Exactness is required. Restate every entry as written.

**Data shown**
========

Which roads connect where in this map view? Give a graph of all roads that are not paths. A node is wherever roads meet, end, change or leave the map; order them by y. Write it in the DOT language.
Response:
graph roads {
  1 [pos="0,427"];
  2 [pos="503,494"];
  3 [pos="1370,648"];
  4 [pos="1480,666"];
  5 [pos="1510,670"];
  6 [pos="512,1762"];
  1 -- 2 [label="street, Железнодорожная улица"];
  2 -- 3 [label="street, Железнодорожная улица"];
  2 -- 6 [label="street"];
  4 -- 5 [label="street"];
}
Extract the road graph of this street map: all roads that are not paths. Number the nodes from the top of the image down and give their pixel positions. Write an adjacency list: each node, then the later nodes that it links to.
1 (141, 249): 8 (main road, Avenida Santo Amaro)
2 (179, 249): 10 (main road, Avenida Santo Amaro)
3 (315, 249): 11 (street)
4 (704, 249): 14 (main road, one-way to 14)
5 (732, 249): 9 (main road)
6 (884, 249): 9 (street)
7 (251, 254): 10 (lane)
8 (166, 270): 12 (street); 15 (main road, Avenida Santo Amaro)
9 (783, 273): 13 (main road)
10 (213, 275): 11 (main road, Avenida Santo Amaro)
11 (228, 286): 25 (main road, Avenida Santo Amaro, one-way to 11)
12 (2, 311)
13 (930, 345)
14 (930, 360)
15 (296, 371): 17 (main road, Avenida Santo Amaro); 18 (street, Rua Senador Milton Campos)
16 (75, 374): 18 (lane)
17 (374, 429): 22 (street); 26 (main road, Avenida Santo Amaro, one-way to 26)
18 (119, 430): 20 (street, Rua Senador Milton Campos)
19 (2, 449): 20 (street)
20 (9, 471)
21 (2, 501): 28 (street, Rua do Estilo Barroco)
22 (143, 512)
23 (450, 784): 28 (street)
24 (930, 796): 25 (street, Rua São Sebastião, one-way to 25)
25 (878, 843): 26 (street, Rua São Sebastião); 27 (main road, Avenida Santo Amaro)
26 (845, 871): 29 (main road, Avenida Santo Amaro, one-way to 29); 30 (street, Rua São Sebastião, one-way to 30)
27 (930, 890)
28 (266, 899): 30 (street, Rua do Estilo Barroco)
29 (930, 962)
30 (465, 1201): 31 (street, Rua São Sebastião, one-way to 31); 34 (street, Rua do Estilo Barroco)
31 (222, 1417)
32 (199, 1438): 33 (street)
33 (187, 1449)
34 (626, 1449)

========

**Exercise answer**
Which roads connect where in this map view? Give a graph of all roads that are not paths. A node is wherever roads meet, end, change or leave the map; order them by y. Write it in the DOT language.
Response:
graph roads {
  1 [pos="0,427"];
  2 [pos="503,494"];
  3 [pos="1370,648"];
  4 [pos="1480,666"];
  5 [pos="1510,670"];
  6 [pos="512,1762"];
  1 -- 2 [label="street, Железнодорожная улица"];
  2 -- 3 [label="street, Железнодорожная улица"];
  2 -- 6 [label="street"];
  4 -- 5 [label="street"];
}
Extract the road graph of this street map: all roads that are not paths. Number the nodes from the top of the image down and give their pixel positions. Write an adjacency list: each node, then the later nodes that it links to.
1 (141, 249): 8 (main road, Avenida Santo Amaro)
2 (179, 249): 10 (main road, Avenida Santo Amaro)
3 (315, 249): 11 (street)
4 (704, 249): 14 (main road, one-way to 14)
5 (732, 249): 9 (main road)
6 (884, 249): 9 (street)
7 (251, 254): 10 (lane)
8 (166, 270): 12 (street); 15 (main road, Avenida Santo Amaro)
9 (783, 273): 13 (main road)
10 (213, 275): 11 (main road, Avenida Santo Amaro)
11 (228, 286): 25 (main road, Avenida Santo Amaro, one-way to 11)
12 (2, 311)
13 (930, 345)
14 (930, 360)
15 (296, 371): 17 (main road, Avenida Santo Amaro); 18 (street, Rua Senador Milton Campos)
16 (75, 374): 18 (lane)
17 (374, 429): 22 (street); 26 (main road, Avenida Santo Amaro, one-way to 26)
18 (119, 430): 20 (street, Rua Senador Milton Campos)
19 (2, 449): 20 (street)
20 (9, 471)
21 (2, 501): 28 (street, Rua do Estilo Barroco)
22 (143, 512)
23 (450, 784): 28 (street)
24 (930, 796): 25 (street, Rua São Sebastião, one-way to 25)
25 (878, 843): 26 (street, Rua São Sebastião); 27 (main road, Avenida Santo Amaro)
26 (845, 871): 29 (main road, Avenida Santo Amaro, one-way to 29); 30 (street, Rua São Sebastião, one-way to 30)
27 (930, 890)
28 (266, 899): 30 (street, Rua do Estilo Barroco)
29 (930, 962)
30 (465, 1201): 31 (street, Rua São Sebastião, one-way to 31); 34 (street, Rua do Estilo Barroco)
31 (222, 1417)
32 (199, 1438): 33 (street)
33 (187, 1449)
34 (626, 1449)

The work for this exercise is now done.